As I worked through the story, I realized the dishes were never really the focus. They were only the first thing that managed to hold her attention long enough for her to see it. The real story was about a woman who had become incredibly skilled at moving through her life while remaining slightly absent from it.
That idea felt familiar because most people have experienced some version of it. The days become full. The calendar stays busy. The responsibilities keep arriving. Nothing seems serious enough to stop and examine. Life continues functioning, which makes it easy to assume everything is fine.
What interested me most was how small the shift turned out to be. Sarah doesn't quit her job. She doesn't move across the country. She doesn't reinvent herself. She washes a few dishes. She accepts an invitation to lunch. She buys flowers she hadn't planned on buying.
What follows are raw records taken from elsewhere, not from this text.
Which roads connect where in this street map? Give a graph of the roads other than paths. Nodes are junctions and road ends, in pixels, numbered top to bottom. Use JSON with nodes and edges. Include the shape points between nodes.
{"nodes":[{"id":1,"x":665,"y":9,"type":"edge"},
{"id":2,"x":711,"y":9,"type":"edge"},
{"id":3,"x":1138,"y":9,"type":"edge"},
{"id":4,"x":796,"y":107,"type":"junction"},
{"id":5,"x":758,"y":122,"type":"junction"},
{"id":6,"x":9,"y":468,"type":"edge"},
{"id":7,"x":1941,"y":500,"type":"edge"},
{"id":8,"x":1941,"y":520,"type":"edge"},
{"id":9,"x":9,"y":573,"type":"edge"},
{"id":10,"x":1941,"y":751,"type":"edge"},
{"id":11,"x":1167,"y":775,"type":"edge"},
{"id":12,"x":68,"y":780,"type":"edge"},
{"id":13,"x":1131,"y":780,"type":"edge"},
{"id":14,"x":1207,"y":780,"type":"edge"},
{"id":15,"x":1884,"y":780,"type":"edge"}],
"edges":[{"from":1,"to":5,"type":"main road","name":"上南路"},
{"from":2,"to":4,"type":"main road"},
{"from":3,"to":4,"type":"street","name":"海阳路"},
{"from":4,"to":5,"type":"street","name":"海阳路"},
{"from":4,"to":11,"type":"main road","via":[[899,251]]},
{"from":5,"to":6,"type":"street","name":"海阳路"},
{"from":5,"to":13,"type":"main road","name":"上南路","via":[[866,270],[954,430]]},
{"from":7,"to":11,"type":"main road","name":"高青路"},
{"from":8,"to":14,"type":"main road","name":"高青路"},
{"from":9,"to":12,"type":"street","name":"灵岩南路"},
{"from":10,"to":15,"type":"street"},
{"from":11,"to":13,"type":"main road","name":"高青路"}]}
None of those moments would look significant to anyone standing nearby.
Yet those were the moments that mattered. Not because they changed her life overnight, but because they required her to participate in it. They pulled her attention back into places she had been passing through without fully seeing.
I think people often underestimate the importance of these smaller moments. We look for major transformations because they are easier to recognize. Meanwhile, much of life changes through smaller choices that seem almost insignificant while they are happening.
By the end of the story, Sarah's circumstances are largely the same. The job is still there. The apartment is still there. Tomorrow will probably contain many of the same responsibilities. What changed was her relationship to those things. She stopped moving through them automatically long enough to notice she was there.
The thought that stayed with me after finishing the story was how many people aren't trying to escape their lives at all. They're simply moving through them so quickly and so routinely that they no longer feel fully present inside them.
Sometimes reconnecting doesn't begin with changing your life. Sometimes it begins by noticing the life that has been waiting for your attention all along.
Stories written in the quiet hours.
Derek Wolf.
"The Truth Beneath"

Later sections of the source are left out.